Go line by line through the entries and show those that hold the string "main".
=== Section Start ===
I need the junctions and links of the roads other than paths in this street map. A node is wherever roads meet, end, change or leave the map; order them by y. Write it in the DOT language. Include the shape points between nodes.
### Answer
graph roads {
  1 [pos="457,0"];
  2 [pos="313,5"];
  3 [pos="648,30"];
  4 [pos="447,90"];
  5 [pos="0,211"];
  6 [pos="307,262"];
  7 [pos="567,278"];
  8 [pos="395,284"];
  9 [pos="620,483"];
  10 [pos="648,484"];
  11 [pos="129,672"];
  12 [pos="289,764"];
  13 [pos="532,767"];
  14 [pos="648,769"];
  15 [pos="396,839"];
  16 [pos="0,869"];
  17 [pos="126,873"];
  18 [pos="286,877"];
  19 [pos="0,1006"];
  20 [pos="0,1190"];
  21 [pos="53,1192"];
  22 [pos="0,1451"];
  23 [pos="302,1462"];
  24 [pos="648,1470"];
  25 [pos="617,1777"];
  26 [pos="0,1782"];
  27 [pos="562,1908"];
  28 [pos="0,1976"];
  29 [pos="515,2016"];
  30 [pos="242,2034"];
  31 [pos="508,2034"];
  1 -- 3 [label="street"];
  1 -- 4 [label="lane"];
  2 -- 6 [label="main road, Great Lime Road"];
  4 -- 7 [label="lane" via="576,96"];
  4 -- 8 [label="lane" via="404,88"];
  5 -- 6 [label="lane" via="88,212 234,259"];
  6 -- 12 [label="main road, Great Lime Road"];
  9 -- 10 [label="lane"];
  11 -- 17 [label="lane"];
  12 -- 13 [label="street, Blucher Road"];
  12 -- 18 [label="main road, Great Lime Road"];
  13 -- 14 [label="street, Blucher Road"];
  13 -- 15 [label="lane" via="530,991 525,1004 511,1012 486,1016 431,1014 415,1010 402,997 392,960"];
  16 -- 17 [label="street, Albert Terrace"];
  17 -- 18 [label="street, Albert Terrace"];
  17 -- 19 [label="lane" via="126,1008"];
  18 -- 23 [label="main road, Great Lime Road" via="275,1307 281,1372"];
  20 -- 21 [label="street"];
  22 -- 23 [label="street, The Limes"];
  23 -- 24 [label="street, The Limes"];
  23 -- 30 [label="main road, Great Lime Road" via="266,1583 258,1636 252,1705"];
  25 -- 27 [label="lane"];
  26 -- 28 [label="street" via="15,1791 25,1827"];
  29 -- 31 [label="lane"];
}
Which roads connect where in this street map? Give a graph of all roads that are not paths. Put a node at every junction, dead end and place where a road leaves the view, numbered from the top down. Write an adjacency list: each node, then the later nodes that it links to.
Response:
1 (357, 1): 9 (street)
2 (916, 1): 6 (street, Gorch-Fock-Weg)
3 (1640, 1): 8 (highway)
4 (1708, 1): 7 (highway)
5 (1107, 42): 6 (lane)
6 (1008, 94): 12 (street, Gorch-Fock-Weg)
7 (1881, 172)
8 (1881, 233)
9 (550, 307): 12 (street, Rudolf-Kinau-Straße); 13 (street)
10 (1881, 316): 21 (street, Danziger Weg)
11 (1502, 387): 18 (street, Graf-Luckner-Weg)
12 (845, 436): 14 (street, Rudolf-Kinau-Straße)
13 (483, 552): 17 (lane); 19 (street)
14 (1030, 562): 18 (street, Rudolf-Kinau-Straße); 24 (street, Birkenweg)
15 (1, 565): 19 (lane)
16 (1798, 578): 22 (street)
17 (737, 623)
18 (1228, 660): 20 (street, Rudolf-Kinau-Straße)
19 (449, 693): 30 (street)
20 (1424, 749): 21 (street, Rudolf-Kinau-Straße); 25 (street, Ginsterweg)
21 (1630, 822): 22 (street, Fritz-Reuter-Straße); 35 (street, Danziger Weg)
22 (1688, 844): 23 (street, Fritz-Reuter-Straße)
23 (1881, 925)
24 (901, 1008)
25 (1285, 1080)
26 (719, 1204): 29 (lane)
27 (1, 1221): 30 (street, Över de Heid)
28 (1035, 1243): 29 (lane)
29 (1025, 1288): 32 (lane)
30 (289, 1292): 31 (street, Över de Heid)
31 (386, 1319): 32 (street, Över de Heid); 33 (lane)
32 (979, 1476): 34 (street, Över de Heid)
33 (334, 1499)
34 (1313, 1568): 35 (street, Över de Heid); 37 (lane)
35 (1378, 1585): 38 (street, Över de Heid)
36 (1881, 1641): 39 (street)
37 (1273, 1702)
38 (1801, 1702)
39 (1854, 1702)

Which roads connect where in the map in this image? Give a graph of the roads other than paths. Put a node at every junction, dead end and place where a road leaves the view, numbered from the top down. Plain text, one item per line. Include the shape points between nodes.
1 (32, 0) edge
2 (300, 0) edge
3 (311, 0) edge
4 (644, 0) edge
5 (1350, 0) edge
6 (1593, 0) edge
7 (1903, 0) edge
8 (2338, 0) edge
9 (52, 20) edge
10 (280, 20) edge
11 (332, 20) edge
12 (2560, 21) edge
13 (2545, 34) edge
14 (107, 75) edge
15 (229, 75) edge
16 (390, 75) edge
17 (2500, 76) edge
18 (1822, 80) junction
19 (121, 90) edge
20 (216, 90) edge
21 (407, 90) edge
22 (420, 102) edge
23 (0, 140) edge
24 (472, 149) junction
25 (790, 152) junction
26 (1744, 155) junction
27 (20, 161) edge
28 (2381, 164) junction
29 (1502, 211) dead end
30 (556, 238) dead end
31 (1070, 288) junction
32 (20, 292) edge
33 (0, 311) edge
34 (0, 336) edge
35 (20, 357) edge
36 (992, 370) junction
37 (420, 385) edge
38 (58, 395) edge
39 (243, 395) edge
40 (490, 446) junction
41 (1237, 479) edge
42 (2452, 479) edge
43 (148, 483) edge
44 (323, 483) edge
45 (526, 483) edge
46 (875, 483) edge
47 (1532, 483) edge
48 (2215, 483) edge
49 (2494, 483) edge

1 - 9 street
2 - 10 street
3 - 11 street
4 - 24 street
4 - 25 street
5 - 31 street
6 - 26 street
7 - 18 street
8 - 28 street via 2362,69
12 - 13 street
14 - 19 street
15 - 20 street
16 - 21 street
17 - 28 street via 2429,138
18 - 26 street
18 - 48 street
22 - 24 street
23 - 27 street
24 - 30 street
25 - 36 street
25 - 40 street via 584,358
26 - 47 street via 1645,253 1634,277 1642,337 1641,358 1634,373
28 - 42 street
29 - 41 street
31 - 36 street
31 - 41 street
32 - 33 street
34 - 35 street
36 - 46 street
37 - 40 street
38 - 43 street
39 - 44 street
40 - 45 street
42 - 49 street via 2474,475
=== Section End ===
• Exercise response:
  2 -- 6 [label="main road, Great Lime Road"];
  6 -- 12 [label="main road, Great Lime Road"];
  12 -- 18 [label="main road, Great Lime Road"];
  18 -- 23 [label="main road, Great Lime Road" via="275,1307 281,1372"];
  23 -- 30 [label="main road, Great Lime Road" via="266,1583 258,1636 252,1705"];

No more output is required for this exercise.